Rotterjack retrocedió unos pasos para tomar una serie de fotografías con una Hasselblad. Crockerman le ignoró. El presidente parecía ignorarlo todo y a todos excepto la roca. A Arthur le preocupó la expresión de su rostro; tenso, pero ligeramente soñador. Un hombre informado de una muerte en su familia inmediata, pensó.

—Aquí es donde fue encontrado el alienígena —explicó el coronel Rogers, señalando una depresión arenosa a la sombra de la lava. Crockerman dio la vuelta a un gran peñasco de lava y se arrodilló al lado de la depresión. Adelantó una mano para tocar la arena, aún marcada por los movimientos del Huésped, pero Arthur lo retuvo.

—Todavía estamos nerviosos por la contaminación biológica —explicó.

—Los cuatro civiles —dijo Crockerman, pero no completó su pensamiento—. Conocí al abuelo de Stella Morgan hace treinta años, en Washington —murmuró—. Un auténtico caballero del campo. Duro como un clavo, enérgico como un látigo. Me gustaría conocer a Bernice Morgan. Quizá pudiera tranquilizarla… ¿Podemos arreglar algo para mañana?

—Después de esto iremos a Furnace Creek, y mañana se reúne usted con el general Young y el almirante Xavier. —Rotterjack examinó el programa del presidente—. Eso va a llenar la mayor parte de la mañana.
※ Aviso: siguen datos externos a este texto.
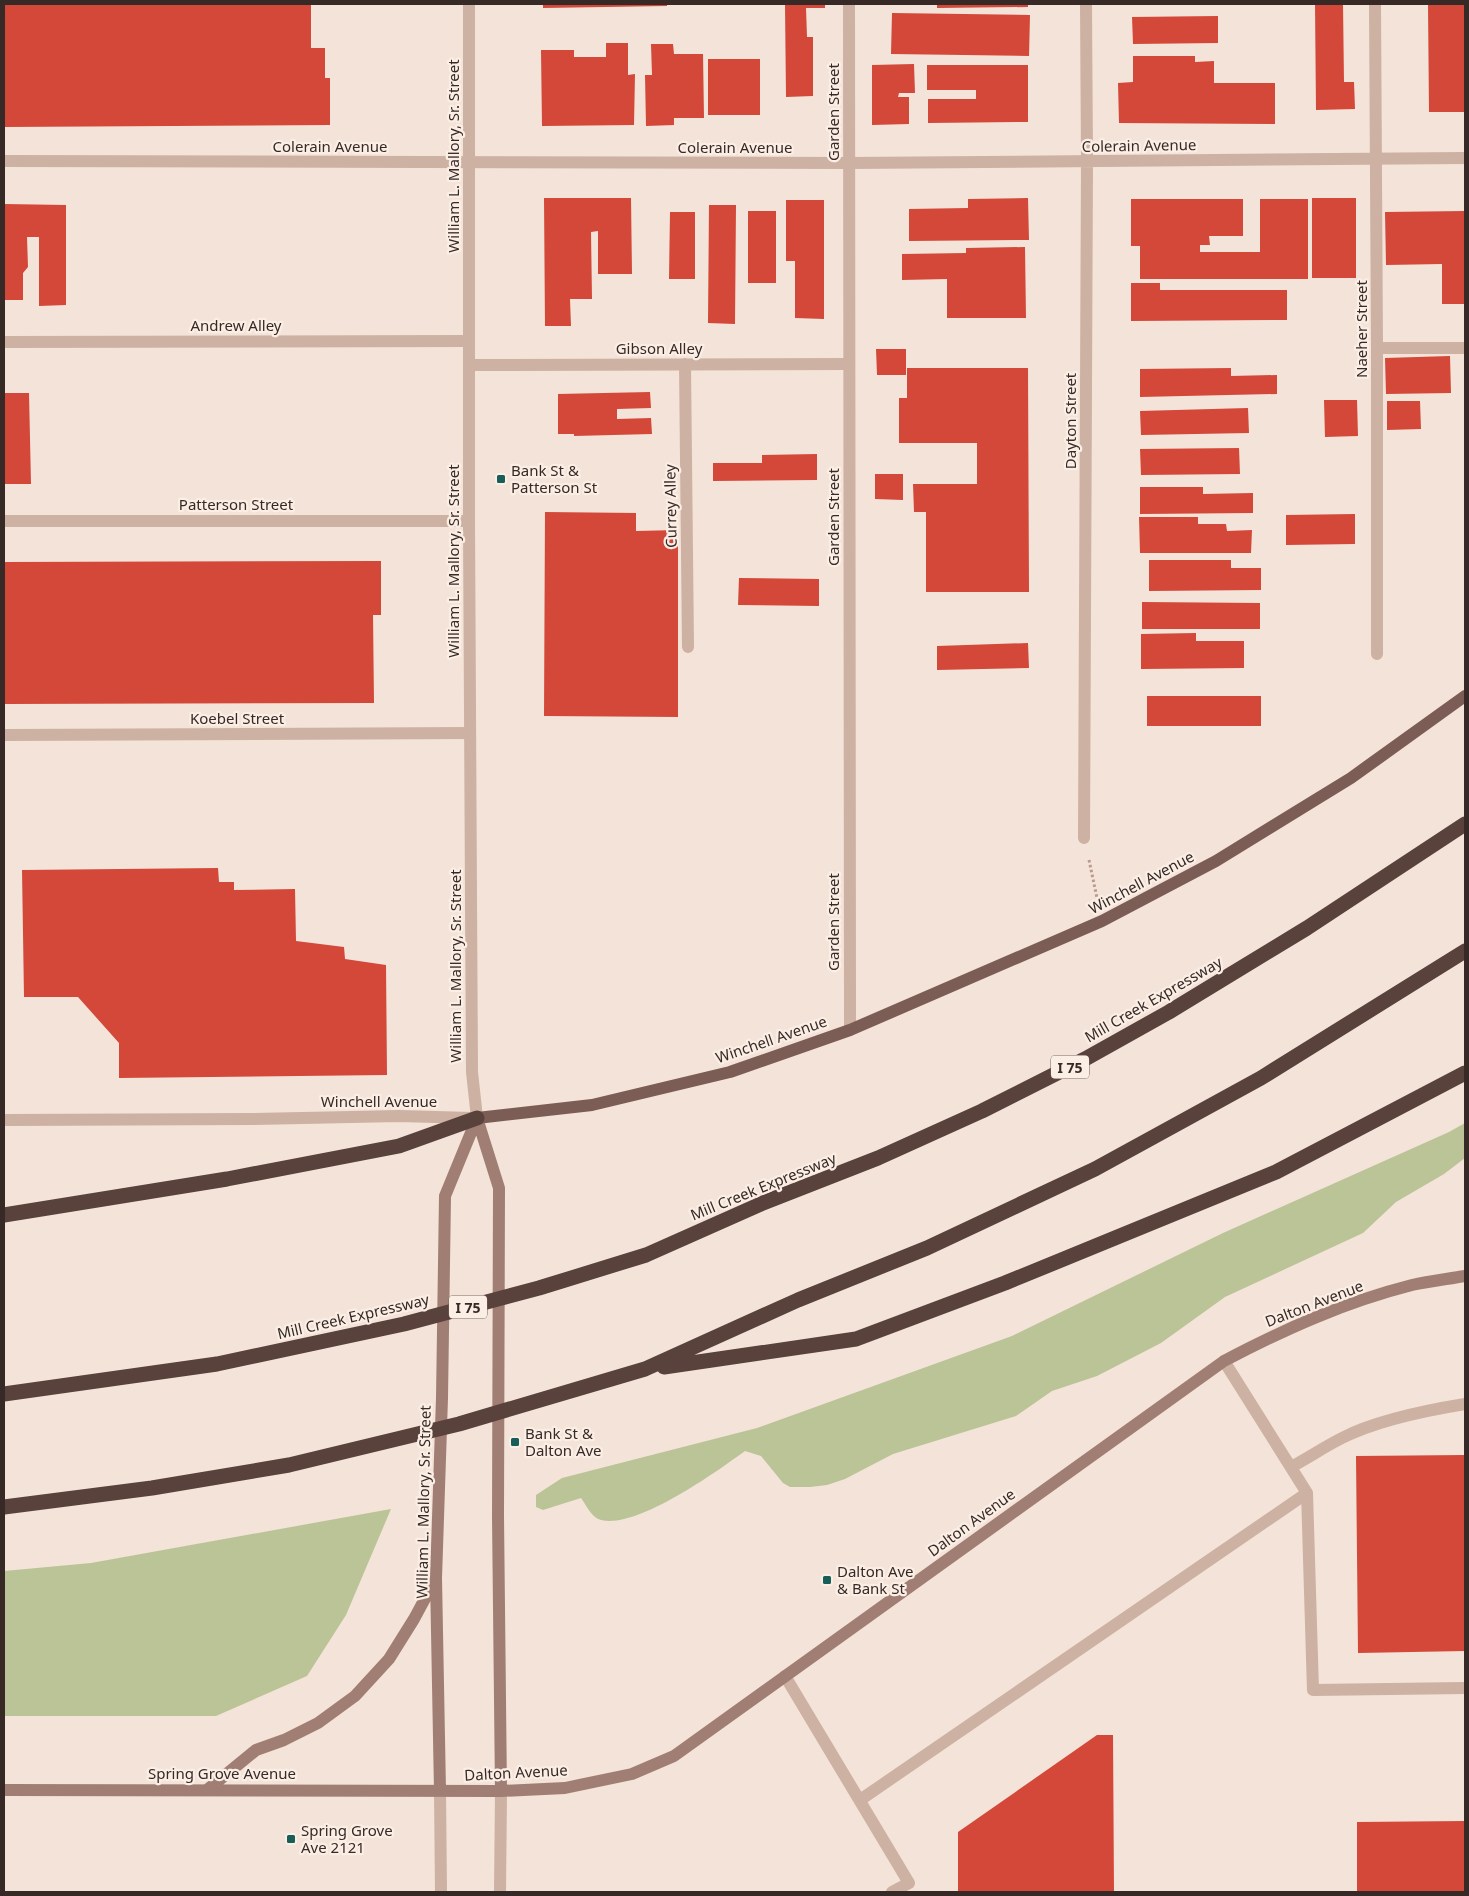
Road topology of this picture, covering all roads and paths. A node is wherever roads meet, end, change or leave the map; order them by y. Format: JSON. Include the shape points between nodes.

Tiene que estar usted de vuelta a Vandenberg y a bordo del Bird a las dos de la tarde.

—Haga un hueco para Bernice Morgan —ordenó Crockerman—. Sin discusiones.

—Sí, señor —dijo Rotterjack, tomando su lápiz.

—Esos tres geólogos tendrían que estar ahora aquí conmigo —murmuró el presidente. Se puso en pie y se alejó del lugar, sacudiéndose las manos en los pantalones. Los agentes del Servicio Secreto lo observaban de cerca, con rostros impasibles. Crockerman se volvió hacia Harry, que aún seguía aferrando su bloc negro, y luego señaló con la cabeza el cono de escoria.

—Usted sabe de qué va a tratar mi conferencia con Young y Xavier.

—Sí, señor presidente —dijo Harry, sosteniendo firmemente la mirada de Crockerman.

—Me van a preguntar si debemos volar toda esta zona con armas nucleares.

—Estoy seguro de que lo mencionarán, señor presidente.

—¿Qué opina usted?

Harry se lo pensó un momento, frunciendo las cejas hasta que se unieron en una sola línea.

—Toda la situación es un enigma para mí, señor. Las cosas no encajan.

—Señor Gordon, ¿podemos ejercer de una forma efectiva represalias contra esto? —señaló el cono de escoria.

—El Huésped dice que no podemos. Tiendo a aceptar esta afirmación por el momento, señor.

—Seguimos llamándole el Huésped, con H mayúscula —murmuró Crockerman, deteniéndose a unos veinte metros de la formación, luego volviéndose para mirar al sur, examinando la curva occidental—. ¿Cómo llegamos a eso?

—Hollywood absorbió casi cualquier otro nombre —observó McClennan.

—Carl fue siempre un ávido telespectador —explicó sinceramente Crockerman a Arthur—, antes de que sus deberes hicieran su afición imposible. Dice que le permitía mantenerse en contacto con el pulso del público.

—Evidentemente, el nombre evolucionó como una forma de evitar algunas otras palabras más coloristas —señaló McClennan.

—El Huésped me dijo que cree en Dios.

Arthur decidió no rectificar al presidente.

—Por lo que entiendo —prosiguió Crockerman, el rostro tenso, los ojos casi frenéticos sobre una calma forzada—, el mundo del Huésped fue hallado en falta, y eliminado. —Pareció registrar los rostros de Arthur y los más cercanos a él, en busca de simpatía o apoyo. Arthur estaba demasiado sorprendido para decir nada—. Si ése es el caso, entonces el instrumento de nuestra propia destrucción nos aguarda dentro de esta montaña.